THE INPUT: Begin

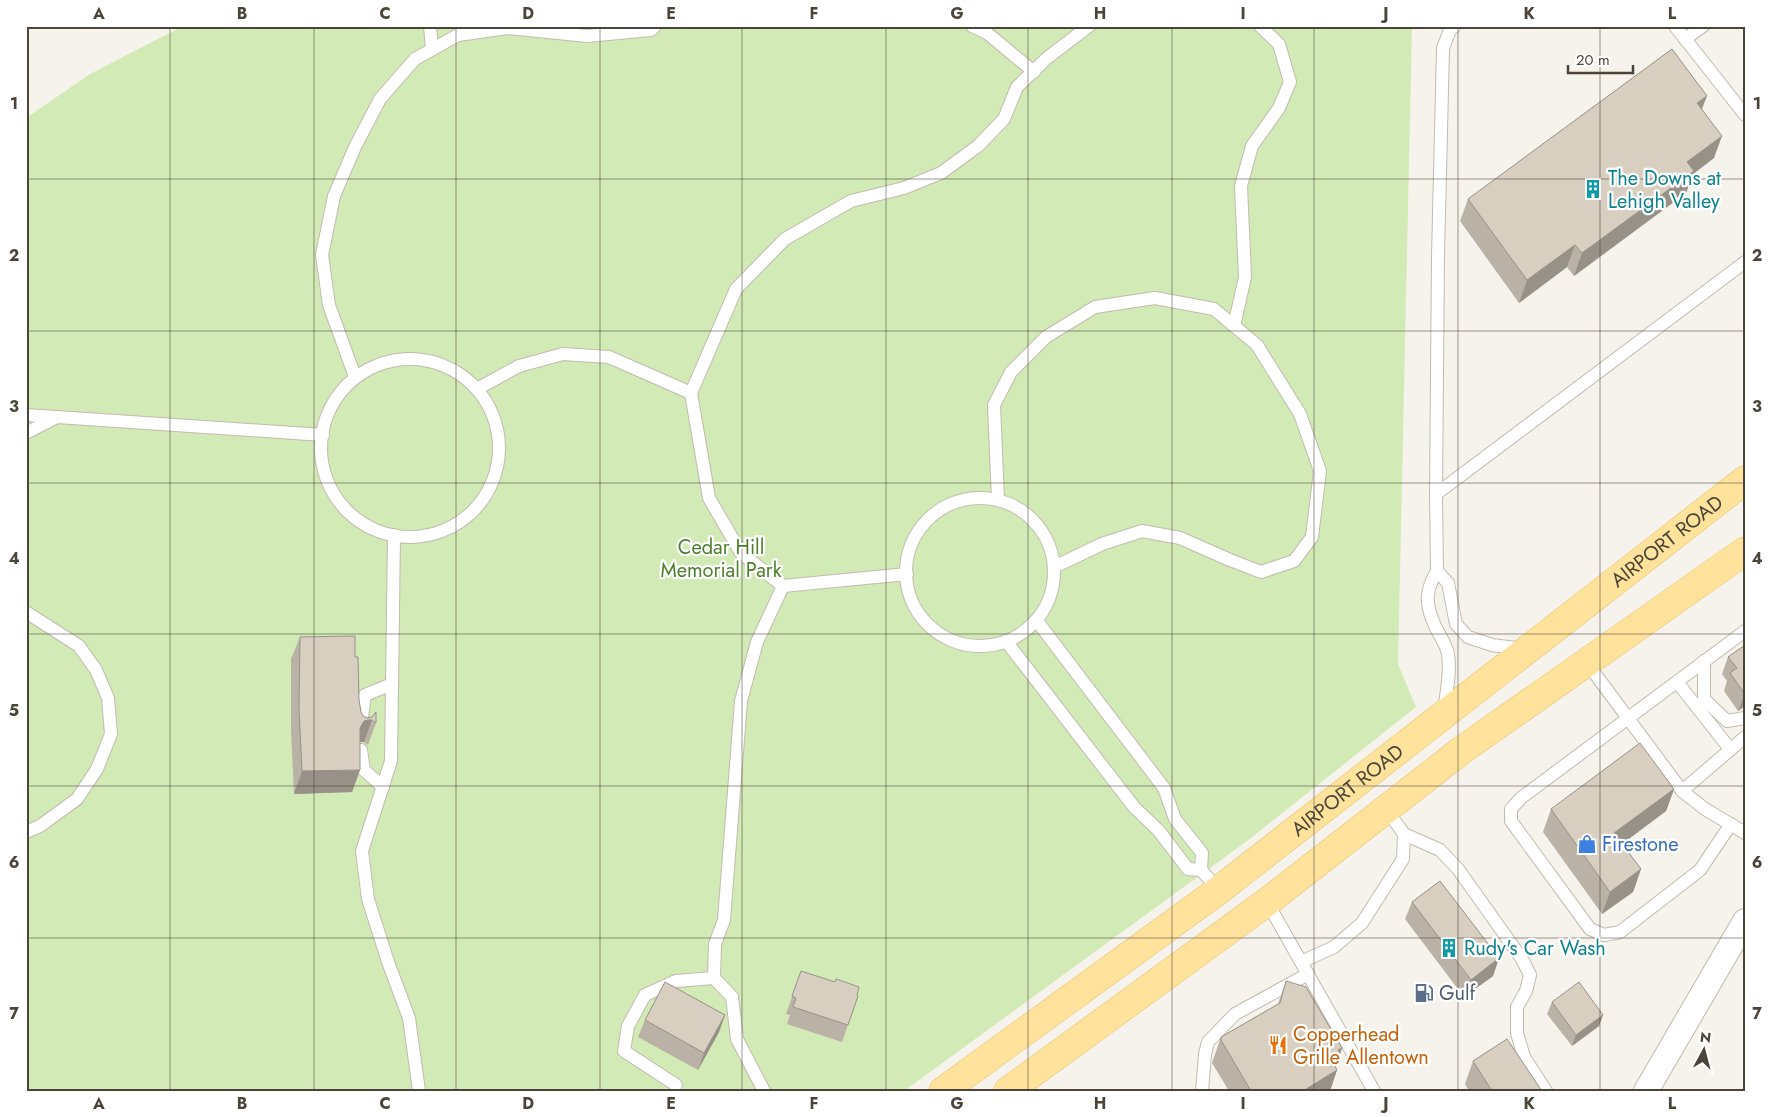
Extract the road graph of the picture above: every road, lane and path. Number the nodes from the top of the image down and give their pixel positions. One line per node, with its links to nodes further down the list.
1 (430, 26): 10 (lane)
2 (655, 26): 10 (lane)
3 (972, 26): 11 (lane)
4 (1089, 26): 11 (lane)
5 (1260, 26): 14 (lane)
6 (1455, 26): 23 (lane)
7 (1675, 26): 9 (lane)
8 (1703, 26): 9 (lane)
9 (1685, 39): 12 (lane)
10 (432, 49): 15 (lane)
11 (1034, 72): 17 (lane)
12 (1745, 115)
13 (1745, 262): 23 (lane)
14 (1234, 326): 24 (lane); 27 (lane)
15 (355, 377): 16 (lane); 21 (lane)
16 (477, 390): 17 (lane); 25 (lane)
17 (691, 393): 30 (lane)
18 (26, 415): 19 (lane)
19 (57, 417): 20 (lane); 21 (lane)
20 (26, 433)
21 (322, 435): 25 (lane)
22 (1745, 480): 35 (main road, AIRPORT ROAD)
23 (1436, 494): 28 (lane)
24 (998, 500): 27 (lane); 29 (lane)
25 (394, 535): 39 (lane)
26 (1745, 551): 37 (main road, AIRPORT ROAD)
27 (1054, 567): 32 (lane)
28 (1437, 571): 35 (lane); 40 (lane)
29 (907, 574): 30 (lane); 34 (lane)
30 (783, 586): 62 (lane)
31 (26, 612): 53 (lane)
32 (1037, 620): 34 (lane); 50 (lane)
33 (1745, 632): 36 (lane)
34 (1006, 641): 52 (lane)
35 (1526, 650): 40 (main road, AIRPORT ROAD)
36 (1704, 661): 38 (lane); 42 (lane)
37 (1587, 663): 41 (lane); 49 (main road, AIRPORT ROAD)
38 (1677, 682): 41 (lane); 45 (lane)
39 (392, 684): 43 (lane); 47 (lane)
40 (1444, 714): 57 (main road, AIRPORT ROAD)
41 (1628, 718): 48 (lane); 51 (lane)
42 (1745, 718)
43 (360, 732)
44 (1745, 737): 45 (lane)
45 (1730, 749): 48 (lane)
46 (361, 750): 47 (lane)
47 (383, 787): 64 (lane)
48 (1682, 792): 51 (lane)
49 (1386, 809): 55 (lane); 58 (main road, AIRPORT ROAD)
50 (1176, 820): 52 (lane); 56 (lane)
51 (1731, 824): 54 (lane)
52 (1158, 831): 56 (lane)
53 (26, 832)
54 (1745, 833)
55 (1404, 834): 60 (lane); 70 (lane)
56 (1201, 870): 57 (lane)
57 (1219, 890): 66 (main road, AIRPORT ROAD)
58 (1266, 902): 60 (lane); 67 (main road, AIRPORT ROAD)
59 (1745, 921): 71 (street)
60 (1301, 962): 61 (lane)
61 (1308, 974): 68 (lane); 69 (lane)
62 (714, 978): 63 (lane); 65 (lane)
63 (676, 1085)
64 (419, 1091)
65 (764, 1091)
66 (943, 1091)
67 (1008, 1091)
68 (1202, 1091)
69 (1374, 1091)
70 (1546, 1091)
71 (1646, 1091)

THE INPUT: End

_WHAT YOU NEED TO DO_
Each line of the listing is to be retyped exactly, and its pictures are to be dropped.

_OUTPUT OF THE TASK_
Extract the road graph of the picture above: every road, lane and path. Number the nodes from the top of the image down and give their pixel positions. One line per node, with its links to nodes further down the list.
1 (430, 26): 10 (lane)
2 (655, 26): 10 (lane)
3 (972, 26): 11 (lane)
4 (1089, 26): 11 (lane)
5 (1260, 26): 14 (lane)
6 (1455, 26): 23 (lane)
7 (1675, 26): 9 (lane)
8 (1703, 26): 9 (lane)
9 (1685, 39): 12 (lane)
10 (432, 49): 15 (lane)
11 (1034, 72): 17 (lane)
12 (1745, 115)
13 (1745, 262): 23 (lane)
14 (1234, 326): 24 (lane); 27 (lane)
15 (355, 377): 16 (lane); 21 (lane)
16 (477, 390): 17 (lane); 25 (lane)
17 (691, 393): 30 (lane)
18 (26, 415): 19 (lane)
19 (57, 417): 20 (lane); 21 (lane)
20 (26, 433)
21 (322, 435): 25 (lane)
22 (1745, 480): 35 (main road, AIRPORT ROAD)
23 (1436, 494): 28 (lane)
24 (998, 500): 27 (lane); 29 (lane)
25 (394, 535): 39 (lane)
26 (1745, 551): 37 (main road, AIRPORT ROAD)
27 (1054, 567): 32 (lane)
28 (1437, 571): 35 (lane); 40 (lane)
29 (907, 574): 30 (lane); 34 (lane)
30 (783, 586): 62 (lane)
31 (26, 612): 53 (lane)
32 (1037, 620): 34 (lane); 50 (lane)
33 (1745, 632): 36 (lane)
34 (1006, 641): 52 (lane)
35 (1526, 650): 40 (main road, AIRPORT ROAD)
36 (1704, 661): 38 (lane); 42 (lane)
37 (1587, 663): 41 (lane); 49 (main road, AIRPORT ROAD)
38 (1677, 682): 41 (lane); 45 (lane)
39 (392, 684): 43 (lane); 47 (lane)
40 (1444, 714): 57 (main road, AIRPORT ROAD)
41 (1628, 718): 48 (lane); 51 (lane)
42 (1745, 718)
43 (360, 732)
44 (1745, 737): 45 (lane)
45 (1730, 749): 48 (lane)
46 (361, 750): 47 (lane)
47 (383, 787): 64 (lane)
48 (1682, 792): 51 (lane)
49 (1386, 809): 55 (lane); 58 (main road, AIRPORT ROAD)
50 (1176, 820): 52 (lane); 56 (lane)
51 (1731, 824): 54 (lane)
52 (1158, 831): 56 (lane)
53 (26, 832)
54 (1745, 833)
55 (1404, 834): 60 (lane); 70 (lane)
56 (1201, 870): 57 (lane)
57 (1219, 890): 66 (main road, AIRPORT ROAD)
58 (1266, 902): 60 (lane); 67 (main road, AIRPORT ROAD)
59 (1745, 921): 71 (street)
60 (1301, 962): 61 (lane)
61 (1308, 974): 68 (lane); 69 (lane)
62 (714, 978): 63 (lane); 65 (lane)
63 (676, 1085)
64 (419, 1091)
65 (764, 1091)
66 (943, 1091)
67 (1008, 1091)
68 (1202, 1091)
69 (1374, 1091)
70 (1546, 1091)
71 (1646, 1091)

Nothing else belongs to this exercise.